Your 1st design is a variation of EAV (entity-attribute-value). Though it seems like a generalization, it's really putting unrelated numbers together in a table. Also, the volume of records you're expecting makes it an inefficient design. I strongly recommend AGAINST this design.
Your 2nd design has good and bad aspects. The good part is that the distinct measurements of matches will have their own fields, so you can easily query and aggregate over them. I know you don't want to define 300 fields, but this is what SQL databases are optimized for.
The bad part is the varchar(255), and your serialized array. There's no reason for a varchar, the value of a statistic is in its numerical value. If you're going to distinguish the fields, make them integers or longs where you can (i.e. wherever you have fixed precision), singles or doubles where you have to.
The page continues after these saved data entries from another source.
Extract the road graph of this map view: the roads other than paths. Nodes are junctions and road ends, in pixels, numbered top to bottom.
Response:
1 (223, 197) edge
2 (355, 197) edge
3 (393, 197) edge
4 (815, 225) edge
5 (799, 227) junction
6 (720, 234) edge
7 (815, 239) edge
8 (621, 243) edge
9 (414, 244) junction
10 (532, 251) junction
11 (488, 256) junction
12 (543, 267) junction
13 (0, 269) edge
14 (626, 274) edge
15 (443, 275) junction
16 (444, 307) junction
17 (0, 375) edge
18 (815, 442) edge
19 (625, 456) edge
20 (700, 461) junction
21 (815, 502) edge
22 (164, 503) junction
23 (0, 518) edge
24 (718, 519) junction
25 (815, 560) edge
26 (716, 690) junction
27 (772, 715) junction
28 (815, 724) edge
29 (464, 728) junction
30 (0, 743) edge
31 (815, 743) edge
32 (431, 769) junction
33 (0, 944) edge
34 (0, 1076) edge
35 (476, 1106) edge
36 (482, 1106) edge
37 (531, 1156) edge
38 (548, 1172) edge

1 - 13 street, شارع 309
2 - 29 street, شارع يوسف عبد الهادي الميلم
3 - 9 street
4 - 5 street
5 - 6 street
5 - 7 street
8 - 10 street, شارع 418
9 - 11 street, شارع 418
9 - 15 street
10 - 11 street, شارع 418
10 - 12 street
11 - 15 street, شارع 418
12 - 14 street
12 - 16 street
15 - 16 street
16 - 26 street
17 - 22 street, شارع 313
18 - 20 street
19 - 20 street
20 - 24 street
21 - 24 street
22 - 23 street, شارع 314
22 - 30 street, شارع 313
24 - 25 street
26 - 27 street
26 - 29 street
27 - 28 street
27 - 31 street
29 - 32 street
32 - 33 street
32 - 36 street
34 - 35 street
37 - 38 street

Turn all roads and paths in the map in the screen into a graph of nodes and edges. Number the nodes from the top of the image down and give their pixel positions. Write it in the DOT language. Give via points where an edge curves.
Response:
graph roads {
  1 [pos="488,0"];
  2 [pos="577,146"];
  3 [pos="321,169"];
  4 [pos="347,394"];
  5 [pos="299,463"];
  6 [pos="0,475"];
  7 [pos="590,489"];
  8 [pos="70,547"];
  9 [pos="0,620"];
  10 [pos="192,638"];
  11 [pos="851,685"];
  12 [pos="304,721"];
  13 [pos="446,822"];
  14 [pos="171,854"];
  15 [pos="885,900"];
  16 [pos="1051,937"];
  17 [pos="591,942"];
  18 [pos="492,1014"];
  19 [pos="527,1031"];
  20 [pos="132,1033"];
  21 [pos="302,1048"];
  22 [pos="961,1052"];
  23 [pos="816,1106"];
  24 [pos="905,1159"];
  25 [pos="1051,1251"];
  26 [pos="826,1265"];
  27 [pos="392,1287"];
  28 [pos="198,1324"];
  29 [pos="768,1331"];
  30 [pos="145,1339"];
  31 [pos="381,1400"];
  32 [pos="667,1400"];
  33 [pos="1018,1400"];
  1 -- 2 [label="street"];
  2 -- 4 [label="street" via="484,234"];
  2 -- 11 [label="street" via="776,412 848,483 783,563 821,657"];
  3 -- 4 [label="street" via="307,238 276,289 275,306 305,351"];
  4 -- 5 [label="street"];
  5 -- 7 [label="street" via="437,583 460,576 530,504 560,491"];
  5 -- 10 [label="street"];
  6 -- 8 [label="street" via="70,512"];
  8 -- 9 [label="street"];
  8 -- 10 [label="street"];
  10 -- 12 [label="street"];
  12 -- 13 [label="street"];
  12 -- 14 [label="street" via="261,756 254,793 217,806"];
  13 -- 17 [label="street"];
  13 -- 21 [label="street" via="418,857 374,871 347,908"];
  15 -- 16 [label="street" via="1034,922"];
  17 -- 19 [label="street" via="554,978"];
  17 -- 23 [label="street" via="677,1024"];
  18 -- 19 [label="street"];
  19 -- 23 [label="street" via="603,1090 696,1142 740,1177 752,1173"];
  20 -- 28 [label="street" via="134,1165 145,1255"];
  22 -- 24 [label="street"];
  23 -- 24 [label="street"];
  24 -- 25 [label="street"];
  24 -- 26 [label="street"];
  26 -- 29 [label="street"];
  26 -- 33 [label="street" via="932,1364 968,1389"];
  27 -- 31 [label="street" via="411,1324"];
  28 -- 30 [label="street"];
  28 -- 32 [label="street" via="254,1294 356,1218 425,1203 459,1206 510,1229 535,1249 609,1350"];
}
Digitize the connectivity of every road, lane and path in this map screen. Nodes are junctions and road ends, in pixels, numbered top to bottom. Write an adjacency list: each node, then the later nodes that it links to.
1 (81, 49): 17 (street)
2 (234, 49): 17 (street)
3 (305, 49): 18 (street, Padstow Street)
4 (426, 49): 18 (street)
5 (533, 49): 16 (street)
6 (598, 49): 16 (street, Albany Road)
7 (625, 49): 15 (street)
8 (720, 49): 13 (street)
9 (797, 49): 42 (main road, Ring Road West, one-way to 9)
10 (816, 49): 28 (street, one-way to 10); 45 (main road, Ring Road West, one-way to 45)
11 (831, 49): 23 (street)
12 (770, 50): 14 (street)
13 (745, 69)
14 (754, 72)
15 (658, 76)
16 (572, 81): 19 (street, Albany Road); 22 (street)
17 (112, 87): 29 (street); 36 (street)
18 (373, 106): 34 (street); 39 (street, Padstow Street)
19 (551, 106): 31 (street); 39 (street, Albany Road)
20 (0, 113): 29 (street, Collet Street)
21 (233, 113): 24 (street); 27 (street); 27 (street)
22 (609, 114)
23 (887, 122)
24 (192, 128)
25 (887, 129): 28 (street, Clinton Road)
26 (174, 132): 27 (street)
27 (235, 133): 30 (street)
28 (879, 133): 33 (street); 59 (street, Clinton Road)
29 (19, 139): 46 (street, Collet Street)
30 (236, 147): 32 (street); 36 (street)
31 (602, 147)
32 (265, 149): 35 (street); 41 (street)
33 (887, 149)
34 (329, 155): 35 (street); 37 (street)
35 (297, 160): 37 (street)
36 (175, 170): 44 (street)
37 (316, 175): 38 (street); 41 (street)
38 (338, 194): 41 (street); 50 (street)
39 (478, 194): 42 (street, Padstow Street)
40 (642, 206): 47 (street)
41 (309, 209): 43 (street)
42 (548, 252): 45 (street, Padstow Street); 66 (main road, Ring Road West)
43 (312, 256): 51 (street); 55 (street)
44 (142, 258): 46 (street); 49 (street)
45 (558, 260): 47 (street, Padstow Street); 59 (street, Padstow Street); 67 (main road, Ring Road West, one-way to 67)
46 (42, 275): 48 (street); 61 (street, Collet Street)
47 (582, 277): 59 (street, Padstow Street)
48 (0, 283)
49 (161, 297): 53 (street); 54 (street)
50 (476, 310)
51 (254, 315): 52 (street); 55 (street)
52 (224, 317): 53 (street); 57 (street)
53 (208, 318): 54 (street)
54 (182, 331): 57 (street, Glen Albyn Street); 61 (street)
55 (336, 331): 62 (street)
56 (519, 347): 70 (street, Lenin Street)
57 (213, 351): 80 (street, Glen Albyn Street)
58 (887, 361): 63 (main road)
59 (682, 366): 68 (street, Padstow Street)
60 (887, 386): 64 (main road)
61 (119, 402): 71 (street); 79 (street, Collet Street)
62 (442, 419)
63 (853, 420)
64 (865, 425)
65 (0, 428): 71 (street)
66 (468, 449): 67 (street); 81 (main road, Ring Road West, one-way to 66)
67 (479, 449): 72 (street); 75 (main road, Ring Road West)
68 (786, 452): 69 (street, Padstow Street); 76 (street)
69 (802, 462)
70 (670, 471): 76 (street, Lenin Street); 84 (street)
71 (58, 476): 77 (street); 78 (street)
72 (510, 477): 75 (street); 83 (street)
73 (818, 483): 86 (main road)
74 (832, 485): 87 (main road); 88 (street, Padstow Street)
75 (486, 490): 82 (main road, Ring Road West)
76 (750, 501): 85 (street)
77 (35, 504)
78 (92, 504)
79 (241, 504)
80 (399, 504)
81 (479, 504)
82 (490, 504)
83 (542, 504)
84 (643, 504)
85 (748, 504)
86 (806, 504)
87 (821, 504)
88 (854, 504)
However, rather than one table, I would look for related statistics, and try to make a moderate number of tables with a few fields each. For example, laser shots fired, laser shots hit, laser kills, are all related. Death by various means might be another table, and so on.
The serialized array should be properly stored as a link table, i.e. one with two columns, killer and victim, which is also the primary key.
Ideally, you should profile various designs under actual use conditions, ask it to explain queries, etc, in order to determine where to index and optimize. In MySQL, try the different storage engines. MyISAM is pretty efficient at insertions and table scans, you could use it as an input engine, and process it are regular intervals to maintain an InnoDB table for querying purposes. This could mean submissions may not reflect immediately, but do you really need them to?
For efficiency, you may need to duplicate some information, e.g. you may need to store totals in addition to events. If so, use transactions and test it properly under actual use conditions.